**INSTRUCTIONS TO FOLLOW:** The entries should be given again in full. Alter nothing.
*** INPUT FOR THIS TASK ***
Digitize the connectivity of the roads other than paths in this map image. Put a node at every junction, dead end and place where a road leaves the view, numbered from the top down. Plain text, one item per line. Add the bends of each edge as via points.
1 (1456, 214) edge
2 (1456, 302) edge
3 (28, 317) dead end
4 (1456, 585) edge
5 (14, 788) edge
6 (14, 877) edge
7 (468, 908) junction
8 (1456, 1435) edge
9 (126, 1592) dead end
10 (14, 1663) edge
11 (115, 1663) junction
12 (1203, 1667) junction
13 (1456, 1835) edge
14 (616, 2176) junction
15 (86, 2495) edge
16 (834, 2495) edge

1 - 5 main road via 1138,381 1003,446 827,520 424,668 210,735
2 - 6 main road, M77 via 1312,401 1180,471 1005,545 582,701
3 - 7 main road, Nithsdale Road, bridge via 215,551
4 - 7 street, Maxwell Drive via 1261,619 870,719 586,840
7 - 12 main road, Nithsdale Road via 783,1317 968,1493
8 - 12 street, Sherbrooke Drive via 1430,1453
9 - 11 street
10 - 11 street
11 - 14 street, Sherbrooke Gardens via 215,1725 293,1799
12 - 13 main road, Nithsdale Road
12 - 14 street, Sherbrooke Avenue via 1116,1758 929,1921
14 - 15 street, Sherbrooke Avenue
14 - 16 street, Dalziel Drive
*** End of INPUT FOR THIS TASK ***
**PROBLEM SOLUTION:**
Digitize the connectivity of the roads other than paths in this map image. Put a node at every junction, dead end and place where a road leaves the view, numbered from the top down. Plain text, one item per line. Add the bends of each edge as via points.
1 (1456, 214) edge
2 (1456, 302) edge
3 (28, 317) dead end
4 (1456, 585) edge
5 (14, 788) edge
6 (14, 877) edge
7 (468, 908) junction
8 (1456, 1435) edge
9 (126, 1592) dead end
10 (14, 1663) edge
11 (115, 1663) junction
12 (1203, 1667) junction
13 (1456, 1835) edge
14 (616, 2176) junction
15 (86, 2495) edge
16 (834, 2495) edge

1 - 5 main road via 1138,381 1003,446 827,520 424,668 210,735
2 - 6 main road, M77 via 1312,401 1180,471 1005,545 582,701
3 - 7 main road, Nithsdale Road, bridge via 215,551
4 - 7 street, Maxwell Drive via 1261,619 870,719 586,840
7 - 12 main road, Nithsdale Road via 783,1317 968,1493
8 - 12 street, Sherbrooke Drive via 1430,1453
9 - 11 street
10 - 11 street
11 - 14 street, Sherbrooke Gardens via 215,1725 293,1799
12 - 13 main road, Nithsdale Road
12 - 14 street, Sherbrooke Avenue via 1116,1758 929,1921
14 - 15 street, Sherbrooke Avenue
14 - 16 street, Dalziel Drive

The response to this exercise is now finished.